Thora stellte eine Verbindung zur Medostation her. Kaum hatte sich das Kommunikationsholo aufgebaut, gellten schon ohrenbetäubende Schreie durch die Zentrale, die jeden ringsum zusammenzucken ließen.

Alle wissen, wer diese Laute ausstößt, und dieses Wissen macht es nur umso schrecklicher, konstatierte der Extrasinn.

Natürlich. Gucky ist allgemein beliebt, die meisten kennen ihn nur fröhlich. Solche Schreie von ihm zu hören ... Thora fröstelte.
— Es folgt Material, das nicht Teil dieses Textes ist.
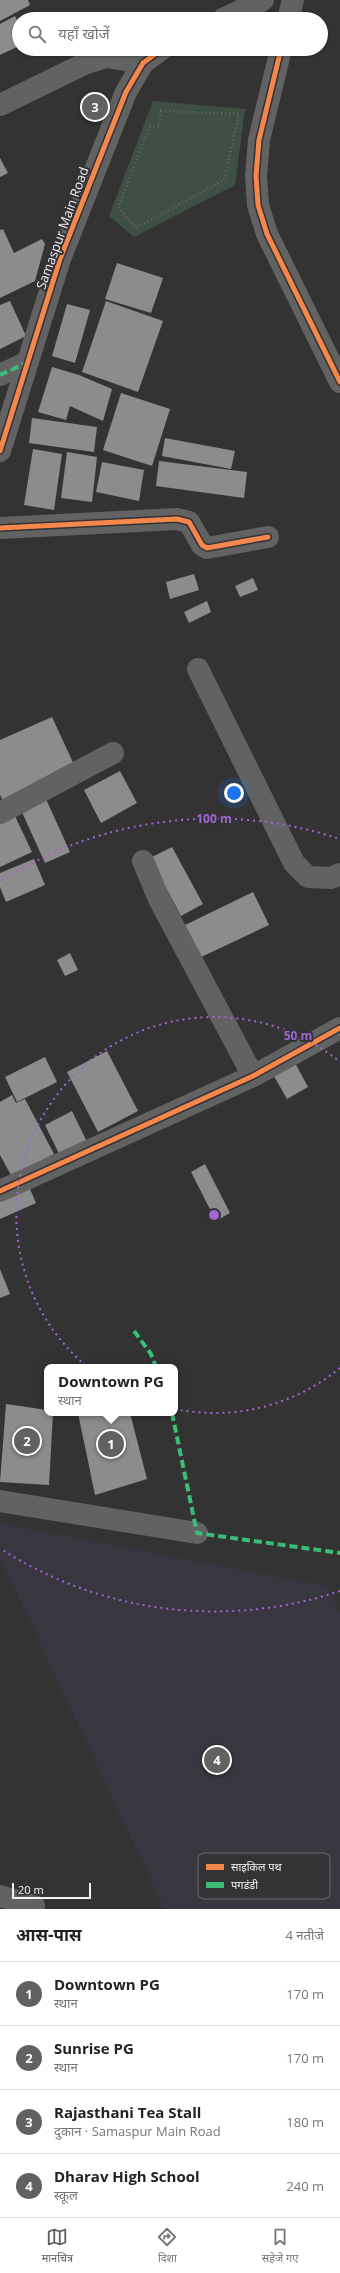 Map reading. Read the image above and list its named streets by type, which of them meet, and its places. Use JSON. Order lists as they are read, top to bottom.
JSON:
{
  "streets": {
    "street": ["Samaspur Main Road"]
  },
  "legend": ["साइकिल पथ", "पगडंडी"],
  "scale_bar": "20 m",
  "page": {
    "search": "यहाँ खोजें",
    "pins": [
      "3",
      "2",
      "1",
      "4"
    ],
    "popup": ["Downtown PG", "स्थान"],
    "scale": "20 m",
    "heading": ["आस-पास", "4 नतीजे"],
    "list": [
      {
        "mark": "1",
        "name": "Downtown PG",
        "note": "स्थान",
        "value": "170 m"
      },
      {
        "mark": "2",
        "name": "Sunrise PG",
        "note": "स्थान",
        "value": "170 m"
      },
      {
        "mark": "3",
        "name": "Rajasthani Tea Stall",
        "note": "दुकान · Samaspur Main Road",
        "value": "180 m"
      },
      {
        "mark": "4",
        "name": "Dharav High School",
        "note": "स्कूल",
        "value": "240 m"
      }
    ],
    "nav": ["मानचित्र", "दिशा", "सहेजे गए"]
  },
  "rings": ["100 m", "50 m"]
} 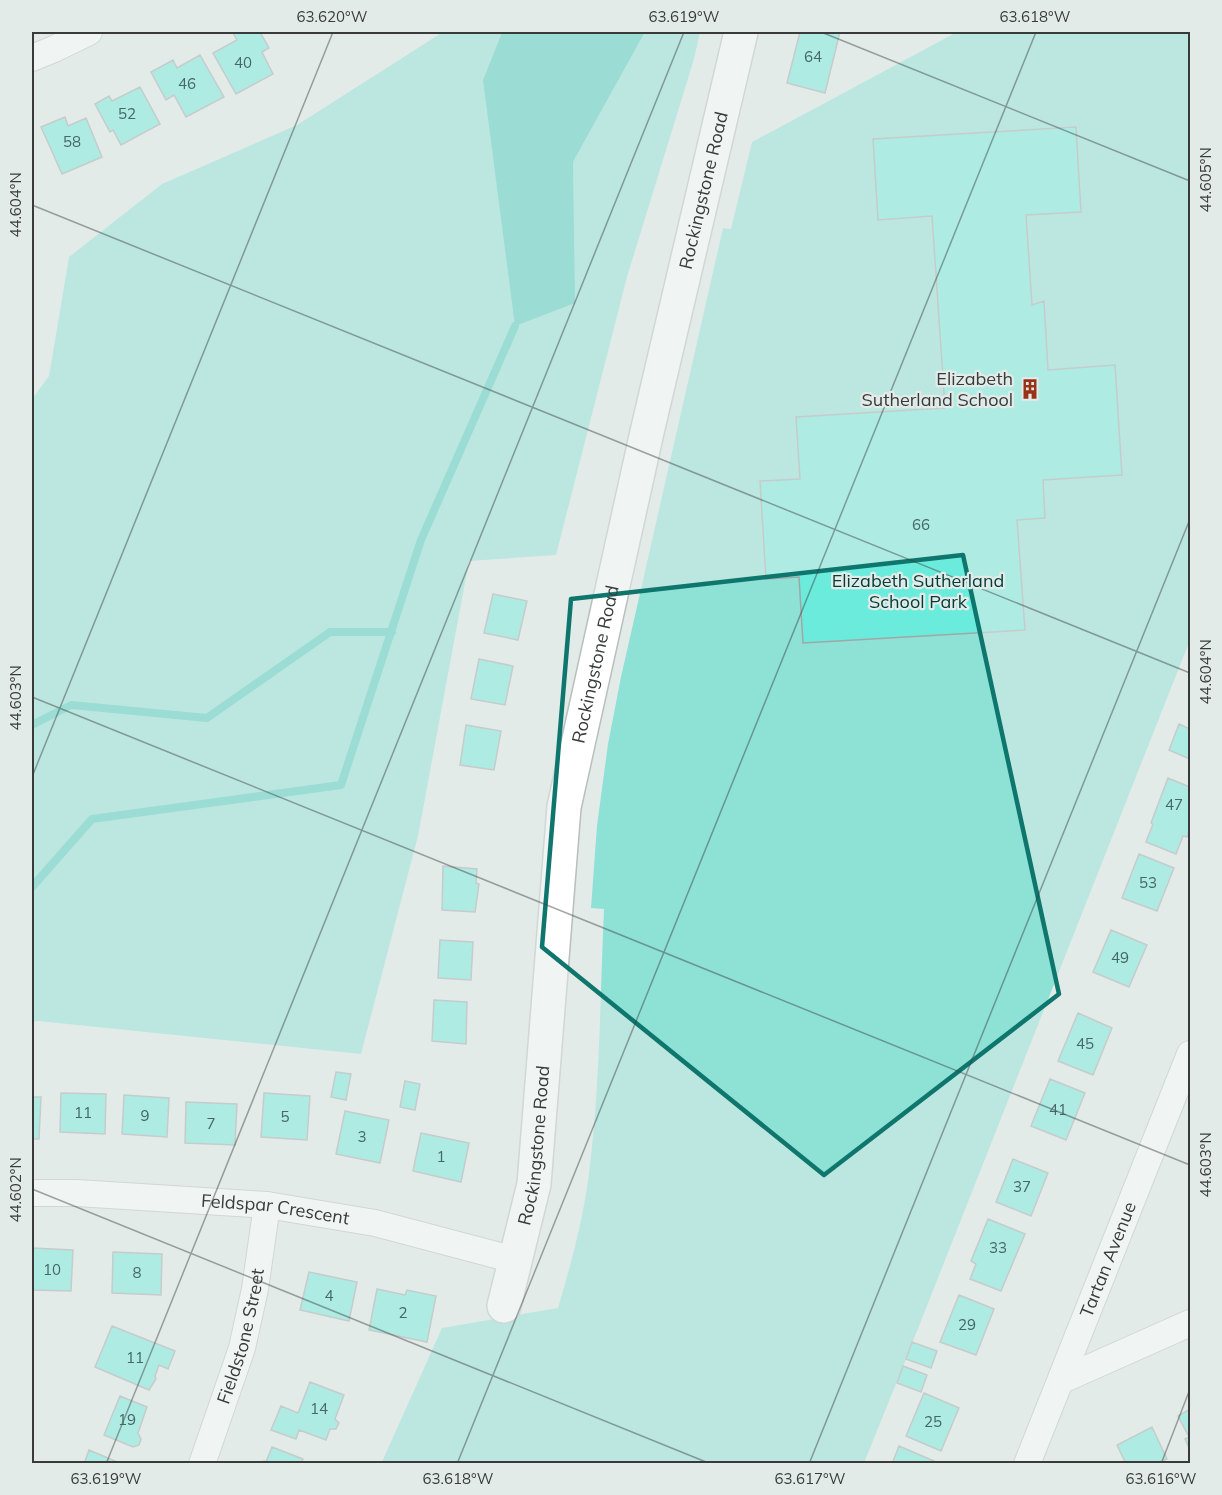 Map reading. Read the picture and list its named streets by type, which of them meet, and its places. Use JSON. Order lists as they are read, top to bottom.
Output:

Drogan Steflov, der Chefarzt der CREST II, trat in den Erfassungsbereich der Kamera. Er sah erschöpft aus: Seine Wangen waren eingefallen, und unter seinen Augen lagen tiefe Schatten. Im Hintergrund erkannte Thora das Mentamalgam Sud, die sich über ein Krankenbett beugte. Darauf lag eine kleine, pelzige Gestalt. Die Ärzte hatten Gucky mit Fesselfeldern gesichert, damit er sich nicht selbst verletzte. Er bäumte sich unter Qualen auf.

Thora konnte den Anblick nur schwer ertragen. »Doktor Steflov, ich störe Sie nur ungern – wie ist die Lage?«

»Unverändert.« Steflov fuhr sich mit der Hand über die Stirn, die von feinen Schweißperlen bedeckt war. »Gucky wird von der Psi-Emanation des Couhl schwer getroffen. Er leidet, Kommandantin – und wir können nichts für ihn tun. Nicht mal Sud.«

Thora biss sich auf die Lippen. Dass selbst die heilenden Kräfte des Mentamalgams nicht ausreichten, sprach Bände. »Wie sieht es mit den anderen Mutanten aus? John Marshall, Josue Moncadas? Und Sud selbst?«

Steflov drehte kurz den Kopf nach Sud um, wandte sich jedoch gleich wieder Thora zu. »Sud hat die Sache im Griff. Marshall und Moncadas hingegen spüren ebenfalls negative Auswirkungen, allerdings nicht so schwer wie Gucky.« Steflov senkte die Stimme. »Ma'am, ich will nicht anmaßend erscheinen, aber ... wie lange muss er diese Qualen noch ertragen?«

Thora atmete tief ein. »Es ist Ihre Pflicht als Mediziner, danach zu fragen, ich nehme Ihnen das nicht übel. Ich muss die Lage erst genauer einschätzen und gebe Ihnen gleich Bescheid.« Sie beendete die Verbindung und drehte sich um, weil sie mit Horesh jad Aedor reden wollte, ihrem omnitischen Mitreisenden, der sich seit Kurzem lieber mit Bingdu ansprechen ließ.

Doch ehe sie etwas sagen konnte, trat Rhodan zu ihr. »Wir sind die Shafakk los. Du solltest die Psi-Strahlung abschalten und Gucky von seinem Leid erlösen«, bat er.

Was ist denn mit deinem geliebten Barbaren los?, höhnte der Logiksektor. Sonst mischt er sich doch auch nicht in deine Schiffsführung ein?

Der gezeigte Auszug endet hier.